À gauche, retournement de situations

jeudi 1er avril 2021.
 

L’Action Française a attaqué le Conseil Régional d’Occitanie ce jeudi 25 mars 2021. Quelques semaines après avoir déployé une banderole « décapitons la République » en plein cœur de Paris, le groupuscule d’extrême droite laisse derrière lui une nouvelle banderole lourde de sens : « islamo-gauchistes traîtres à la France ».

C’est le résultat d’un climat nauséabond depuis de longs mois dans le pays. Le sang de Samuel Paty avait à peine coagulé, que déjà LREM et RN tressaient main dans la main la cible commune : les « islamo-gauchistes » en général, et Jean-Luc Mélenchon en particulier. L’odieuse récupération politicienne de l’assassinat de l’enseignant ne s’arrêtait pas au duo Macron Le Pen, ravi d’avancer bras dessus bras dessous vers 2022. Une partie de la « gauche » a également sauté sur la dépouille pour servir son agenda politique.
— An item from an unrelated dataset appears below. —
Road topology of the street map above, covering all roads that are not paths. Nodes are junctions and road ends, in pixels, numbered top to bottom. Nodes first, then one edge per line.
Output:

Olivier Faure et Anne Hidalgo ont dénoncé les prétendues « ambiguïtés » des insoumis puis d’EELV.

La réaction de Carole Delga, présidente socialiste de la région Occitanie, à l’attaque de l’Action Française, se situe parfaitement dans le prolongement de cette ligne vallsiste : « Racisme, antisémitisme et discriminations ne reculeront qu’en rassemblant d’abord les Français sur les droits et valeurs de la République. L’UNEF gagnerait à suivre ce chemin ». Un conseil régional est attaqué par l’extrême droite, mais la présidente socialiste de la région dénonce l’UNEF ? Cette réaction est révélatrice de la folie de la séquence politique que nous vivons.
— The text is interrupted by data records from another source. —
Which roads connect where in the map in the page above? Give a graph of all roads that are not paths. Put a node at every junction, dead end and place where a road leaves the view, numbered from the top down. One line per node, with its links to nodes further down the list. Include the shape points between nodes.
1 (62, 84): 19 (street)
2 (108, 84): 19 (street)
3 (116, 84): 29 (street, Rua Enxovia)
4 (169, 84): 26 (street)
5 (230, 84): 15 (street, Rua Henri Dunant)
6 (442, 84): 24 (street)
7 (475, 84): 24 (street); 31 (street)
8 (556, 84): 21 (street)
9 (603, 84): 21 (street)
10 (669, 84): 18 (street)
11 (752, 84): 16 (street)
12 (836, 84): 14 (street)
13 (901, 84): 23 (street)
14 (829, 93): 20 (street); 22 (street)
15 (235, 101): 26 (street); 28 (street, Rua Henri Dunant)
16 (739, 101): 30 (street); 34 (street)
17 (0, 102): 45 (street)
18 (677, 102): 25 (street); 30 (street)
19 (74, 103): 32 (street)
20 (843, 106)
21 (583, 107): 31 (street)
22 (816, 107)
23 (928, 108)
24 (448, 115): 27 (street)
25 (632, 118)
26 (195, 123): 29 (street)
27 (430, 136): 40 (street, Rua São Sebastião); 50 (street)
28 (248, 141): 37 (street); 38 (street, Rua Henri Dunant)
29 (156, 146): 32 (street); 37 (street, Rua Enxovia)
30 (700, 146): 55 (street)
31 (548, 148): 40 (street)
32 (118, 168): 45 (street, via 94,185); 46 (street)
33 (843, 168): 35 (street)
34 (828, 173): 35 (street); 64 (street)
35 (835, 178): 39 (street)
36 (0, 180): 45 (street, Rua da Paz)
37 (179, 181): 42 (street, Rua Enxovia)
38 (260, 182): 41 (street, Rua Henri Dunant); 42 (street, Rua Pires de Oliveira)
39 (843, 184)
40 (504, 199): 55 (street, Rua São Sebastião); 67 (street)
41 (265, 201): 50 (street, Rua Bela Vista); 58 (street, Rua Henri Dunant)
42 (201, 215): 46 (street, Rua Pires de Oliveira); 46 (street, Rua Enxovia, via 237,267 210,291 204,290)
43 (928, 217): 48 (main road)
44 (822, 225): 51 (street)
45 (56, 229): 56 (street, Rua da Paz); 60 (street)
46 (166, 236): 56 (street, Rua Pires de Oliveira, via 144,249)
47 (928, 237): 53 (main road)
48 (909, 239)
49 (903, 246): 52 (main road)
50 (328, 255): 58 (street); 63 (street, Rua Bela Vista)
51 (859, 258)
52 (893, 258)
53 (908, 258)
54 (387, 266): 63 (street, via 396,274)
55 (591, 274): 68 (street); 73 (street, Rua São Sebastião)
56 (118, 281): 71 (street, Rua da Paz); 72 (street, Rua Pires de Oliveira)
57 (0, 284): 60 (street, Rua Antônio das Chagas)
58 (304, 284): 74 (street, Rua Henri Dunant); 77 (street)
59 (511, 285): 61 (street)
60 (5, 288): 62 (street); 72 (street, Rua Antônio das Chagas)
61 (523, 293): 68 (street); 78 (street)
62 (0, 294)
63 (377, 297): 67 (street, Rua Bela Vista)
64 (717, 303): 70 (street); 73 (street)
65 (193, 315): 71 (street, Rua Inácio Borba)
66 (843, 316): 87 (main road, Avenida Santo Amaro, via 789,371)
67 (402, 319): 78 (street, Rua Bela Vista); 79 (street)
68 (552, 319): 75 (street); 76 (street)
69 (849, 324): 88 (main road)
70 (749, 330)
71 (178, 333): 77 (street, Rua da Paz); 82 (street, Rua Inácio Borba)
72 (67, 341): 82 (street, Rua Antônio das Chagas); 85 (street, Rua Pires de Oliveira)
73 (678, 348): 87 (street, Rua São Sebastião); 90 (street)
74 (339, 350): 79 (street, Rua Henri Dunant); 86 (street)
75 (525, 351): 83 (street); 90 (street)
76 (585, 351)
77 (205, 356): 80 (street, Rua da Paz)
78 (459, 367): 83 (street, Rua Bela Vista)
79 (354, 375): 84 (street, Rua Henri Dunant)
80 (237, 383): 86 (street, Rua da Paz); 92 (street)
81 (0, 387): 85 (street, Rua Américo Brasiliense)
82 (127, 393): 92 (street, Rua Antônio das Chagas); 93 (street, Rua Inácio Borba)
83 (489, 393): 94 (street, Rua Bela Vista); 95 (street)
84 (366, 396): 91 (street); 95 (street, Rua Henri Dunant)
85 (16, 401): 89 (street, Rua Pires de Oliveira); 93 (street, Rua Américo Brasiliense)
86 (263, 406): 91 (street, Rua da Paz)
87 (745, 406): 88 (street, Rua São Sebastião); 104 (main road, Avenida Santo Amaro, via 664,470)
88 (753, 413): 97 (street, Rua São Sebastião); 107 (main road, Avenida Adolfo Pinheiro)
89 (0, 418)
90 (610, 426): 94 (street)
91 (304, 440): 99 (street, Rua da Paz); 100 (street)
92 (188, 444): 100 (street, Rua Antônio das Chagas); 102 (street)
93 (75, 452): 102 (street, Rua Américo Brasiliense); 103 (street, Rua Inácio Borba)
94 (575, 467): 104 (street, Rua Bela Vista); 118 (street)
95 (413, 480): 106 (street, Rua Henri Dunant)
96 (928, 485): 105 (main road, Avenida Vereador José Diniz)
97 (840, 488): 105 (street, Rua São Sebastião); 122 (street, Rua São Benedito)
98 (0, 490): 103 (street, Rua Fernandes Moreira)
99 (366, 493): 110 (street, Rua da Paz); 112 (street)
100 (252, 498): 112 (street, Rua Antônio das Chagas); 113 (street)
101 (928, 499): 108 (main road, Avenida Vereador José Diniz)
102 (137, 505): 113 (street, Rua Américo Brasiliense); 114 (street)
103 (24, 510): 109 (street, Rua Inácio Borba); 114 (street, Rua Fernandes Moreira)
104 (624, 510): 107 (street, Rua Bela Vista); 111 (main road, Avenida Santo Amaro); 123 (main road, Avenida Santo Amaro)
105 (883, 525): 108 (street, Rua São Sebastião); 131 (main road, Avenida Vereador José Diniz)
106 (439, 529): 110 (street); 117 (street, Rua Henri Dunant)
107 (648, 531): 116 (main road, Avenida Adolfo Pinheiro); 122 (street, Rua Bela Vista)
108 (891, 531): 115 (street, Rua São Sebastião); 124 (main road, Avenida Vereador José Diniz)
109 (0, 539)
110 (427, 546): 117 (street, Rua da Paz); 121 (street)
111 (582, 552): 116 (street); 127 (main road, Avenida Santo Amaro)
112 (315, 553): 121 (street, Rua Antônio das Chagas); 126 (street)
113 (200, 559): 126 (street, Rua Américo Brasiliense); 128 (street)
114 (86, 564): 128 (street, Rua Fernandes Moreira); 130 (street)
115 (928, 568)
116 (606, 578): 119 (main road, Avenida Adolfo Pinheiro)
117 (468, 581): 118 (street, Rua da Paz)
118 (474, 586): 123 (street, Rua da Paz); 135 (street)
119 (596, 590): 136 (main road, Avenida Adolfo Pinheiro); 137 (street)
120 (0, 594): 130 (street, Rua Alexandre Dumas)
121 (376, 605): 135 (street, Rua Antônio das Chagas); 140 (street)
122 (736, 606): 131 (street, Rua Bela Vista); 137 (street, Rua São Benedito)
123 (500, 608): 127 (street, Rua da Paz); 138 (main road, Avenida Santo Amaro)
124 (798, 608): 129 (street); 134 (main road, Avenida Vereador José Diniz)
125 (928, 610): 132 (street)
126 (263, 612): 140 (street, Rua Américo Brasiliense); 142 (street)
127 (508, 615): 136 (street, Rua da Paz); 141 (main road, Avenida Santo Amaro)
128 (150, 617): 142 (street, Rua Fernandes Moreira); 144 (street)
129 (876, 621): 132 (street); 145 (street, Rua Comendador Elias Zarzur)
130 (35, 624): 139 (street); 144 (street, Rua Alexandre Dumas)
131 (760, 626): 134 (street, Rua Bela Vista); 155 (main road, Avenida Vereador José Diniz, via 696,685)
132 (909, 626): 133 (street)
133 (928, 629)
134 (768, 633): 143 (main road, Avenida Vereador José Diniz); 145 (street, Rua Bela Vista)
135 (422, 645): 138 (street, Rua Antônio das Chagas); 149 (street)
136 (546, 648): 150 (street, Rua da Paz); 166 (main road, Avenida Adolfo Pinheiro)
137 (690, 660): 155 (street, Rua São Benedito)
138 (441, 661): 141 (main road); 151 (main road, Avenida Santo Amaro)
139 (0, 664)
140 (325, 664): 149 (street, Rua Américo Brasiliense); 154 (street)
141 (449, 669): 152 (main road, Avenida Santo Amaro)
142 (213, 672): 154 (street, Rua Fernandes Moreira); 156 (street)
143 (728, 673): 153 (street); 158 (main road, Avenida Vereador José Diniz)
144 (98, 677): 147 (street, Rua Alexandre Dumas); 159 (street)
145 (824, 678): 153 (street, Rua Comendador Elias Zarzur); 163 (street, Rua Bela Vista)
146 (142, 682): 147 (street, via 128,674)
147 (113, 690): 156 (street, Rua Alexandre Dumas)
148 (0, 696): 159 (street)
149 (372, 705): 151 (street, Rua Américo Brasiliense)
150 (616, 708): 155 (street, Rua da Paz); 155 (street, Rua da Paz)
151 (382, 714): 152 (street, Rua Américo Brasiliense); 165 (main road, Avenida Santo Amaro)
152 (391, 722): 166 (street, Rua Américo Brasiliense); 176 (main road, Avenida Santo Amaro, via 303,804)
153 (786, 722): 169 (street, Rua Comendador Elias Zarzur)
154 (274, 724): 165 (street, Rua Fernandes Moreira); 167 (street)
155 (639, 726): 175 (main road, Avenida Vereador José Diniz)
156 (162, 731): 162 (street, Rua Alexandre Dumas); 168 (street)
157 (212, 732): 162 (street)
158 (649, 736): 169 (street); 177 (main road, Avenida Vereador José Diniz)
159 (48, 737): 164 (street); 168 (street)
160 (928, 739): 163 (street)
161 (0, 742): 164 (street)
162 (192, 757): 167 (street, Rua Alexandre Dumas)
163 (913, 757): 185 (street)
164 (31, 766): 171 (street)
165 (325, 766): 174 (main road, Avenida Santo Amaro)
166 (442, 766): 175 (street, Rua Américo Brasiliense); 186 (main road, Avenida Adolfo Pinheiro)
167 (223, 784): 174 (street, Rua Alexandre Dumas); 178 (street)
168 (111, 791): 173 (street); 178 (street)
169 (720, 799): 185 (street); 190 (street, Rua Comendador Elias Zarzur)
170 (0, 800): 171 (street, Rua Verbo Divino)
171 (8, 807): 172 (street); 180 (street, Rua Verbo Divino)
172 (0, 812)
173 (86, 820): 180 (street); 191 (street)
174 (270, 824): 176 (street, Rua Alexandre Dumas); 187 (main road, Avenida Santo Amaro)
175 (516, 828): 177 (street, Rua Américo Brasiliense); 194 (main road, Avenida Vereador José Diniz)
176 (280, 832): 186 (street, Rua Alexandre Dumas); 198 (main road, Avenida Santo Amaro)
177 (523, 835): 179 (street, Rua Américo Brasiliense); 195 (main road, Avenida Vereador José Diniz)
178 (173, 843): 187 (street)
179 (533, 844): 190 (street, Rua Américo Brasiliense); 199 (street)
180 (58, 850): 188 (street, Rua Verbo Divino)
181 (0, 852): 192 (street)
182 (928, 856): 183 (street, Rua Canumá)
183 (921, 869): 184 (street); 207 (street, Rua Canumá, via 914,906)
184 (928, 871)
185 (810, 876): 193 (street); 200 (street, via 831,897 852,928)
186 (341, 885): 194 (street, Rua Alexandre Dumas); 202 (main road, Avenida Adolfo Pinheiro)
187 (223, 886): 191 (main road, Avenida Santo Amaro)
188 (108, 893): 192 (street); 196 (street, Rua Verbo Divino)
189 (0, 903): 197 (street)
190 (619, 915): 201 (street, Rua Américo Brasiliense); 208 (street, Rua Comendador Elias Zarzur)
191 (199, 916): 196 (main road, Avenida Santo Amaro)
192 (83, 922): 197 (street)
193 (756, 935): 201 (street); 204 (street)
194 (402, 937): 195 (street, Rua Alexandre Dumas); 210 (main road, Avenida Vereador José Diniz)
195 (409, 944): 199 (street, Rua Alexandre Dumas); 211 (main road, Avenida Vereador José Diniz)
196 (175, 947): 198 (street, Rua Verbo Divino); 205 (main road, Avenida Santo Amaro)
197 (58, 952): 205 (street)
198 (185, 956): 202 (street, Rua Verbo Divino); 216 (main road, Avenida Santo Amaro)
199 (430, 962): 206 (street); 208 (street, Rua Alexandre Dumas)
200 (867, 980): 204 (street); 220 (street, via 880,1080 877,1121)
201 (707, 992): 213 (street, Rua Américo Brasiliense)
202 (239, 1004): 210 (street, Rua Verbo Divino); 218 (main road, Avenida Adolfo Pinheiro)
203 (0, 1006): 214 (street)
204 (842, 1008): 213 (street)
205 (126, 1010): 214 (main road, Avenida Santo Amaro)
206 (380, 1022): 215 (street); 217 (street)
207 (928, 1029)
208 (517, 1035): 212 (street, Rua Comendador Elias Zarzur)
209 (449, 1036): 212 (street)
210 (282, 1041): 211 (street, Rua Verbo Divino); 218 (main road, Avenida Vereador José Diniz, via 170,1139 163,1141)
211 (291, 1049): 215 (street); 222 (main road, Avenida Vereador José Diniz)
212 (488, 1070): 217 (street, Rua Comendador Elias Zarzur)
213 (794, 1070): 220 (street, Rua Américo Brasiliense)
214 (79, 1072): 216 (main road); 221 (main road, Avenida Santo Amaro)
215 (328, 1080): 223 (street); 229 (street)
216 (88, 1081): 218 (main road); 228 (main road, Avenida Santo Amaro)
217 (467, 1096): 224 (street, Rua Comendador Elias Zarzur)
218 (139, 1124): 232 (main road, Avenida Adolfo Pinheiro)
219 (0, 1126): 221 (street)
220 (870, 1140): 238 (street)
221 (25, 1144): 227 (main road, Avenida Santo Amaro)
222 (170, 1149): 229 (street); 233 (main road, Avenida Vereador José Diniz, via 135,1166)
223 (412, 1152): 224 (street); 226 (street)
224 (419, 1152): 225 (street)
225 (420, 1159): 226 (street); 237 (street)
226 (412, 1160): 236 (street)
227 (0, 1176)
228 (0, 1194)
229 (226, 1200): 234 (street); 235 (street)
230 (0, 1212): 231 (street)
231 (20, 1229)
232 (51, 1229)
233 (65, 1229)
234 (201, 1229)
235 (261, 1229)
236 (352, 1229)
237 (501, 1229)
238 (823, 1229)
Cette séquence semble provoquer un retournement de situation à gauche. Aux polémiques autour de la dissolution de l’UNEF, de la mosquée de Strasbourg, de l’attaque du Conseil Régional d’Occitanie par l’Action française, s’est ajouté la polémique Audrey Pulvar provoquant une déflagration sur les réseaux sociaux. En ce dernier weekend de mars, le Rassemblement national (RN), les Républicains (LR) et la République en Marche (LREM) s’étaient donné rendez-vous pour taper en cœur sur la candidate socialiste en Île de France suite à sa prise de position en faveur des groupes de paroles non mixtes. Si les insoumis ont tout de suite apporté largement leur soutien à Audrey Pulvar, les réactions se faisaient attendre pour le reste de la « gauche ». Est-ce les arguments sans cesse répétés par les insoumis ainsi que leur volonté de faire front derrière les victimes de ces attaques sans sectarisme qui auraient fini par faire bouger les uns et les autres ?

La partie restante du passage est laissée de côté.